Data section:
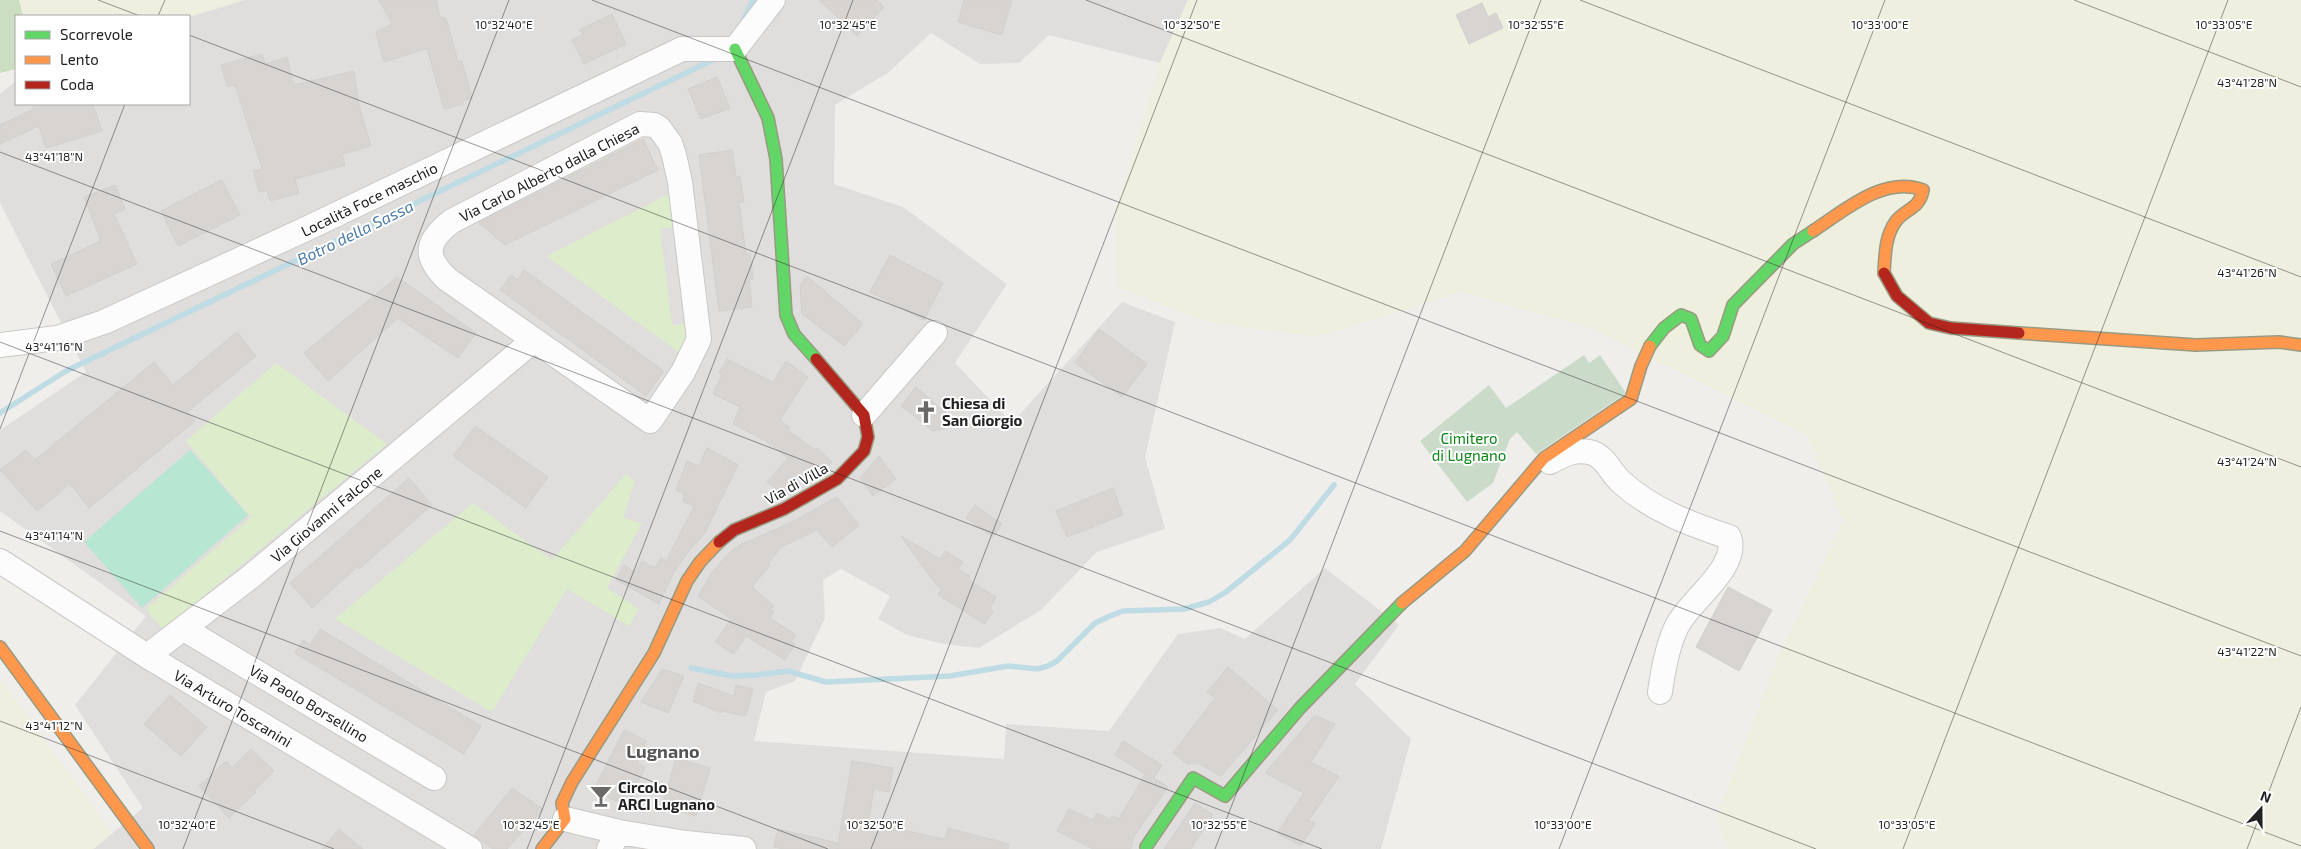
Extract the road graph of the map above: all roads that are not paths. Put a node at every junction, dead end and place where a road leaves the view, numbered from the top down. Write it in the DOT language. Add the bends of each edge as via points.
graph roads {
  1 [pos="773,0"];
  2 [pos="735,49"];
  3 [pos="935,333"];
  4 [pos="534,340"];
  5 [pos="0,345"];
  6 [pos="2301,345"];
  7 [pos="864,414"];
  8 [pos="1530,472"];
  9 [pos="0,561"];
  10 [pos="184,629"];
  11 [pos="0,646"];
  12 [pos="148,656"];
  13 [pos="1660,692"];
  14 [pos="434,778"];
  15 [pos="565,819"];
  16 [pos="614,841"];
  17 [pos="1146,847"];
  18 [pos="148,849"];
  19 [pos="470,849"];
  20 [pos="542,849"];
  21 [pos="744,849"];
  1 -- 2 [label="street"];
  2 -- 5 [label="street, Località Foce maschio" via="682,49 104,322 57,338"];
  2 -- 7 [label="street" via="768,118 776,159 786,314 790,326"];
  3 -- 7 [label="street"];
  4 -- 4 [label="street, Via Carlo Alberto dalla Chiesa" via="435,267 430,252 437,234 452,221 640,124 660,128 672,149 680,182 699,339 683,372 650,422"];
  4 -- 10 [label="street, Via Giovanni Falcone" via="250,578"];
  6 -- 8 [label="street" via="2280,342 2196,346 1951,328 1928,323 1897,296 1884,273 1887,236 1897,219 1913,209 1922,196 1923,190 1910,185 1876,191 1793,244 1733,305 1725,334 1719,345 1709,351 1700,345 1691,319 1681,315 1673,319 1643,361 1631,399 1544,458"];
  7 -- 15 [label="street, Via di Villa" via="868,437 864,451 837,479 784,509 734,530 700,562 687,581 654,653 572,782 562,803"];
  8 -- 13 [label="street" via="1570,452 1590,452 1605,460 1611,471 1640,498 1687,523 1729,537 1732,545 1726,564 1678,625 1664,667"];
  8 -- 17 [label="street" via="1465,551 1400,604 1300,708 1225,796 1193,778"];
  9 -- 12 [label="street, Via Arturo Toscanini"];
  10 -- 12 [label="street, Via Giovanni Falcone"];
  10 -- 14 [label="street, Via Paolo Borsellino"];
  11 -- 18 [label="street"];
  12 -- 19 [label="street, Via Arturo Toscanini"];
  15 -- 16 [label="street"];
  15 -- 20 [label="street"];
  16 -- 21 [label="street"];
}
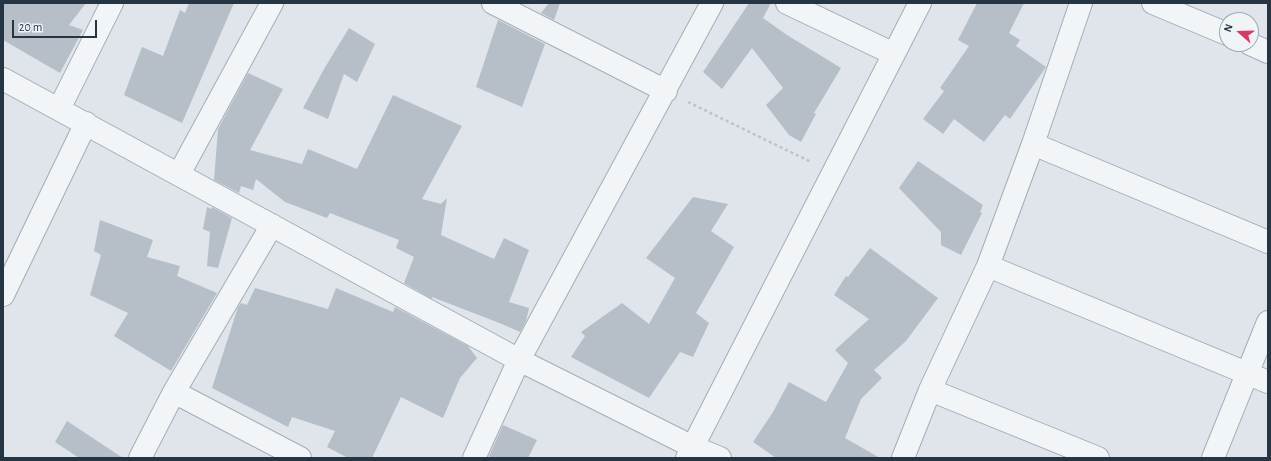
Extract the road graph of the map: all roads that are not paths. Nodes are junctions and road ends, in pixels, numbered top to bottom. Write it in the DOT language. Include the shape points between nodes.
graph roads {
  1 [pos="112,3"];
  2 [pos="272,3"];
  3 [pos="493,3"];
  4 [pos="712,3"];
  5 [pos="787,3"];
  6 [pos="920,3"];
  7 [pos="1081,3"];
  8 [pos="1153,3"];
  9 [pos="1219,31"];
  10 [pos="894,54"];
  11 [pos="3,79"];
  12 [pos="666,91"];
  13 [pos="59,109"];
  14 [pos="86,123"];
  15 [pos="1033,144"];
  16 [pos="179,174"];
  17 [pos="272,225"];
  18 [pos="1268,242"];
  19 [pos="988,266"];
  20 [pos="3,294"];
  21 [pos="1268,322"];
  22 [pos="519,360"];
  23 [pos="1247,374"];
  24 [pos="1268,382"];
  25 [pos="930,390"];
  26 [pos="174,392"];
  27 [pos="690,452"];
  28 [pos="140,458"];
  29 [pos="300,458"];
  30 [pos="474,458"];
  31 [pos="720,458"];
  32 [pos="903,458"];
  33 [pos="1098,458"];
  34 [pos="1213,458"];
  1 -- 13 [label="street"];
  2 -- 16 [label="street"];
  3 -- 12 [label="street"];
  4 -- 12 [label="street"];
  5 -- 10 [label="street"];
  6 -- 10 [label="street"];
  7 -- 15 [label="street"];
  8 -- 9 [label="street"];
  10 -- 27 [label="street"];
  11 -- 13 [label="street"];
  12 -- 22 [label="street"];
  13 -- 14 [label="street"];
  14 -- 16 [label="street"];
  14 -- 20 [label="street"];
  15 -- 18 [label="street"];
  15 -- 19 [label="street"];
  16 -- 17 [label="street"];
  17 -- 22 [label="street"];
  17 -- 26 [label="street"];
  19 -- 23 [label="street"];
  19 -- 25 [label="street"];
  21 -- 23 [label="street"];
  22 -- 27 [label="street"];
  22 -- 30 [label="street"];
  23 -- 24 [label="street"];
  23 -- 34 [label="street"];
  25 -- 32 [label="street"];
  25 -- 33 [label="street"];
  26 -- 28 [label="street"];
  26 -- 29 [label="street"];
  27 -- 31 [label="street"];
}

Exercise instructions:
Look over the listing above and copy each line that contains "Giovanni".

Exercise output:
  4 -- 10 [label="street, Via Giovanni Falcone" via="250,578"];
  10 -- 12 [label="street, Via Giovanni Falcone"];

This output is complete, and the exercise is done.